Ablass – ein Reizwort im Heiligen Jahr
Am Heiligen Abend hat Papst Franziskus das Heilige Jahr 2025 unter dem Motto „Pilger der Hoffnung“ eröffnet. Gläubige können einen sogenannten Ablass bekommen, seit Jahrhunderten ein Streitthema.
Ablass – ein Reizwort seit der Reformation. Martin Luther hat gegen den Missbrauch des Ablasses gewettert, Kardinal Gerhard Müller nannte ihn als Präfekt der Glaubenskongregation einen „Betrug an den Gläubigen“. Also: ein anachronistisches Relikt einer vergangenen, überwunden geglaubten Kirche, eine skurrile „Frömmigkeitsübung“?

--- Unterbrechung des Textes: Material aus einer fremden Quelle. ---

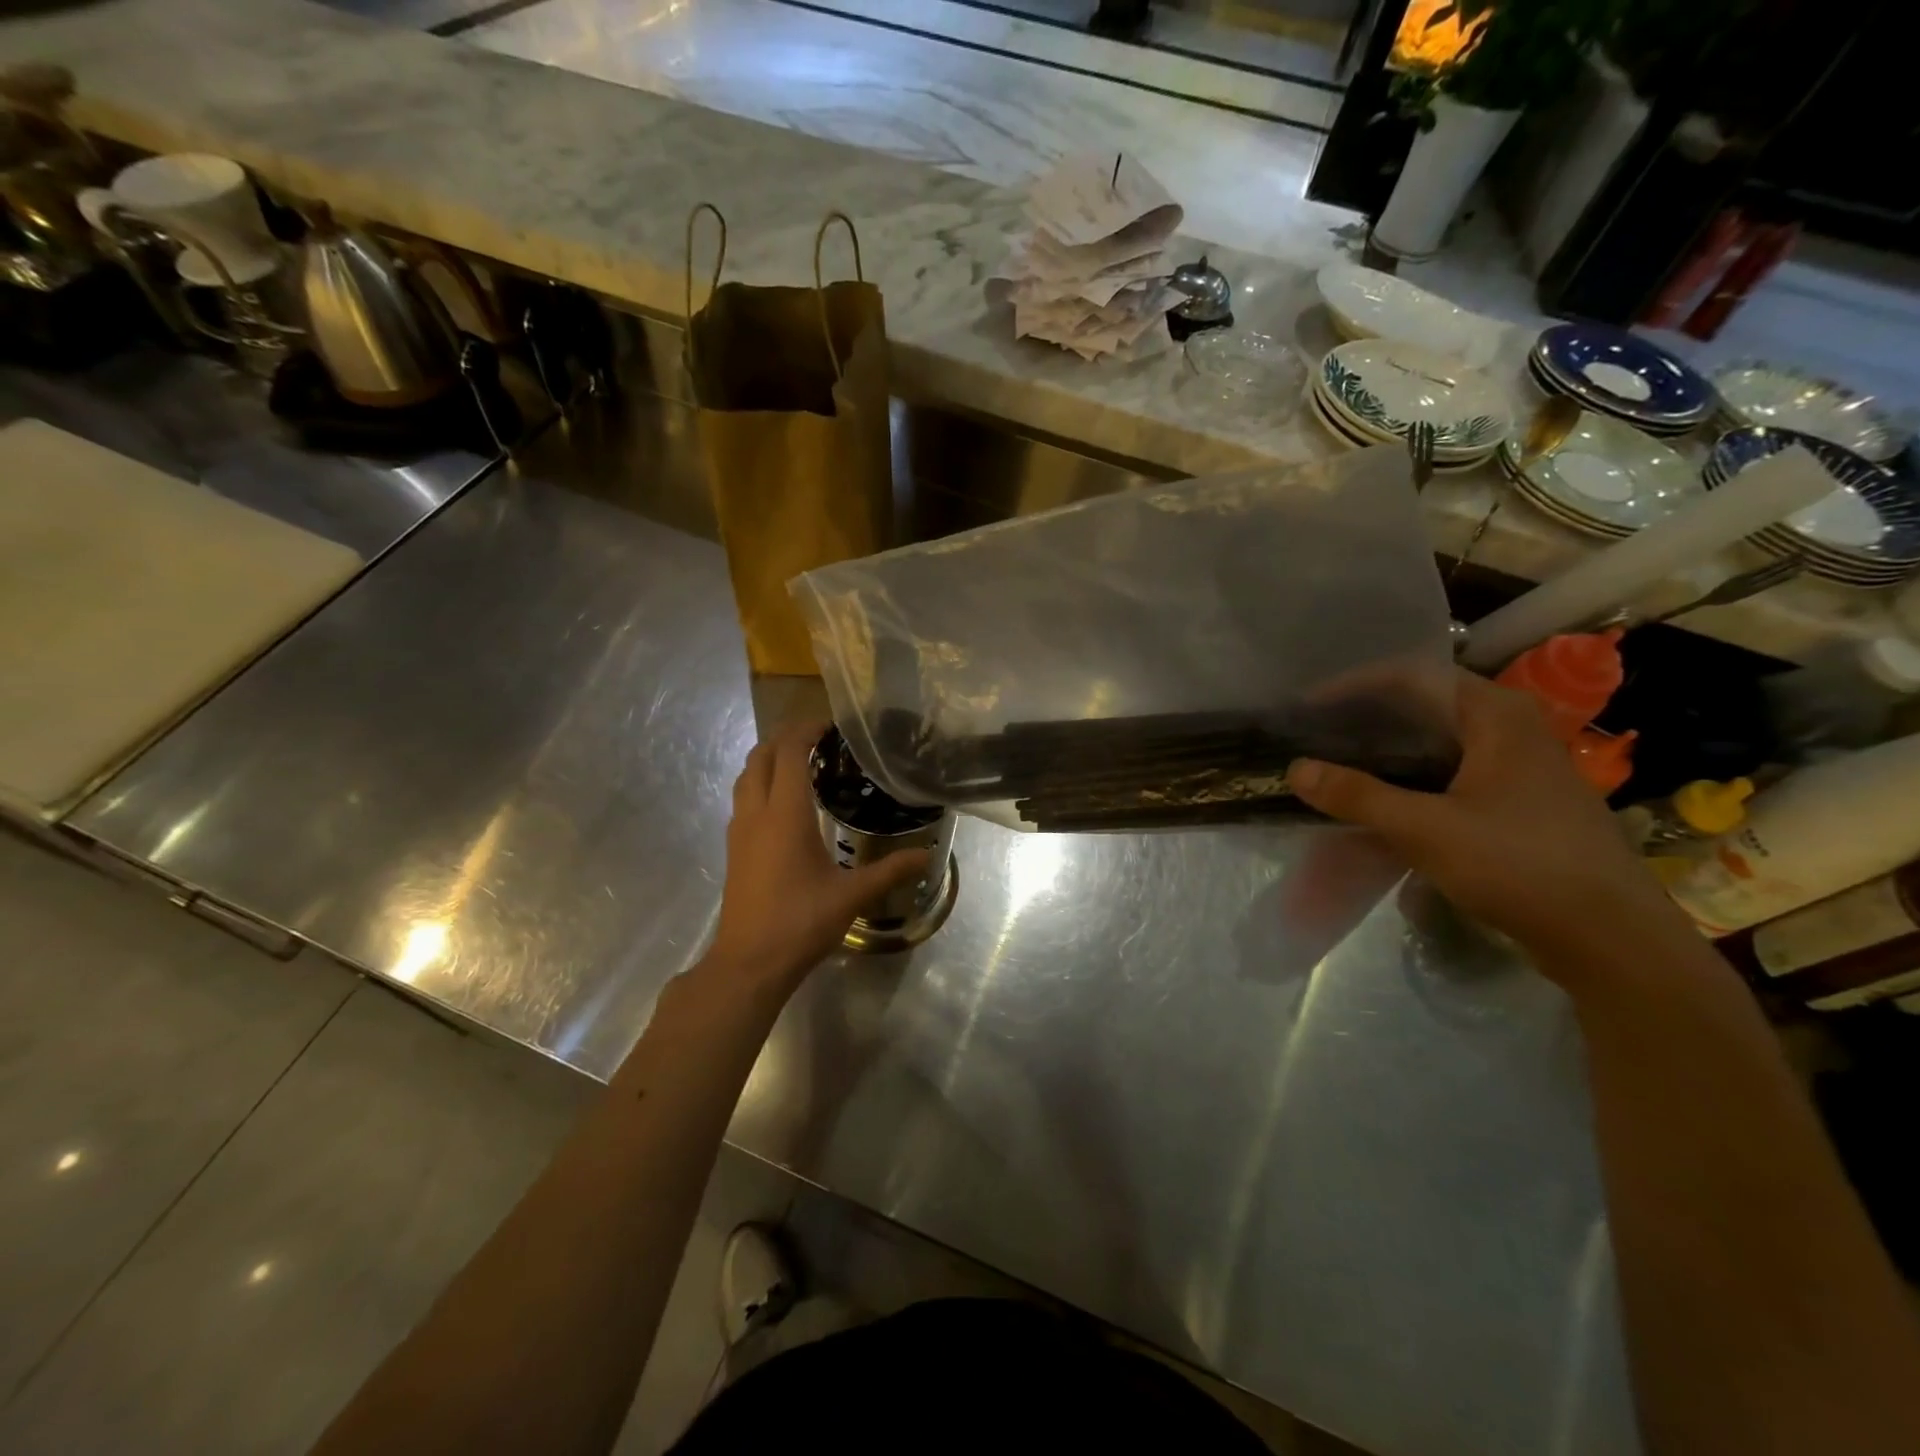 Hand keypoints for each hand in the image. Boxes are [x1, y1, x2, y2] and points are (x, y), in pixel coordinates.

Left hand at [708, 719, 930, 987]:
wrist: (749, 963)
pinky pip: (744, 798)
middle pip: (761, 756)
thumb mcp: (852, 896)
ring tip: (802, 761)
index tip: (831, 723)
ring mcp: (739, 831)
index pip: (790, 753)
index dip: (806, 730)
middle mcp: (756, 813)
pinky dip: (761, 782)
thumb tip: (927, 856)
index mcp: (784, 814)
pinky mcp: (734, 848)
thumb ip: (890, 871)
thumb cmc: (800, 923)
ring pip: (747, 776)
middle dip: (786, 737)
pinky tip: (785, 802)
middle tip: (819, 737)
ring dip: (769, 759)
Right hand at [1287, 670, 1686, 974]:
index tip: (1308, 706)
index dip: (1354, 686)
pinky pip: (1451, 773)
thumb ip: (1357, 796)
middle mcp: (1512, 729)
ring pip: (1438, 742)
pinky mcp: (1520, 803)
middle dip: (1366, 717)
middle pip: (1425, 705)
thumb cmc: (1520, 865)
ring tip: (1336, 763)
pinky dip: (1410, 778)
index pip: (1412, 676)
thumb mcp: (1426, 830)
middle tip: (1315, 734)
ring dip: (1387, 750)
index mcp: (1496, 715)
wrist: (1611, 939)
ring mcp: (1520, 767)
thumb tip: (1295, 768)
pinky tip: (1380, 801)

Weltlicher Ablasshandel im 21. Jahrhundert
Ablass – so „schräg“ er in der Kirche anmutet – im profanen Bereich taucht er wieder auf, allerdings missbräuchlich. Weil es dort nur um Imagepolitur geht. Mit der Rede vom „Ablasshandel gegen den Müll“ wird suggeriert, dass mit dem Kauf von „Plastic Credits“ die umweltschädliche Flut an Plastikmüll eingedämmt wird. Klimaschädliche Langstreckenflüge können mittels einer Spende für Klimaschutzprojekte gerechtfertigt werden. Der CO2-Fußabdruck wird eruiert: Wir berechnen damit den Schaden, den wir mit unserer Lebensweise anrichten, und jeder kann sich freikaufen – nichts anderes als moderner Ablasshandel, Spenden gegen das schlechte Gewissen.
Frage nach dem Heil
Genau darum geht es nicht! Der Ablass ist kein Erwerb eines Freispruchs von Sünden. Ablass (lateinisch „indulgentia“) bezeichnet einen „Gnadenakt“ der Kirche, ursprünglich entstanden, um in der Beichte auferlegte Bußzeiten zu verkürzen oder zu erlassen. Nach Wegfall zeitlich begrenzter Bußauflagen bekam der Ablass ein neues Ziel: die Folgen der Sünde. Ganz kurz: Wer sündigt, schädigt. Sich selbst oder andere. Wie können die Schäden bereinigt werden? Dahinter steht die Frage: Wie geht das – heil werden? Die Kirche sieht mit der Gewinnung des Ablasses einen Weg: Beichte, Kommunionempfang, Gebet (Vaterunser, Ave-Maria, Ehre sei dem Vater), guter Vorsatz, „fromme Werke“ (Messe, Wallfahrt, Kirchen- oder Friedhofsbesuch). Solch ein Ablass könnte täglich gewonnen und er kann auch Verstorbenen gewidmet werden.
Nachdenken, was der Seele guttut
Wenn der Papst an Weihnachten oder an Ostern den Segen „Urbi et orbi“ spendet, ist damit auch ein „vollkommener Ablass“ verbunden – sofern die genannten Bedingungen erfüllt sind. Freilich: Biblisch begründet ist der Ablass nicht. Papst Paul VI.(† 1978) betonte, die Kirche überlasse es dem Einzelnen, „solche Mittel der Läuterung zu gebrauchen“ oder nicht: Wer damit etwas anfangen kann, tut es. Anderen, denen der Ablass fremd bleibt und denen sich dessen Verständnis nicht erschließt, sei gesagt: An den Ablass muss ich nicht glauben. Er ist nicht „heilsnotwendig“. Es tut uns aber gut, darüber nachzudenken, was der Seele guttut! Und was dem „Heil“ dient.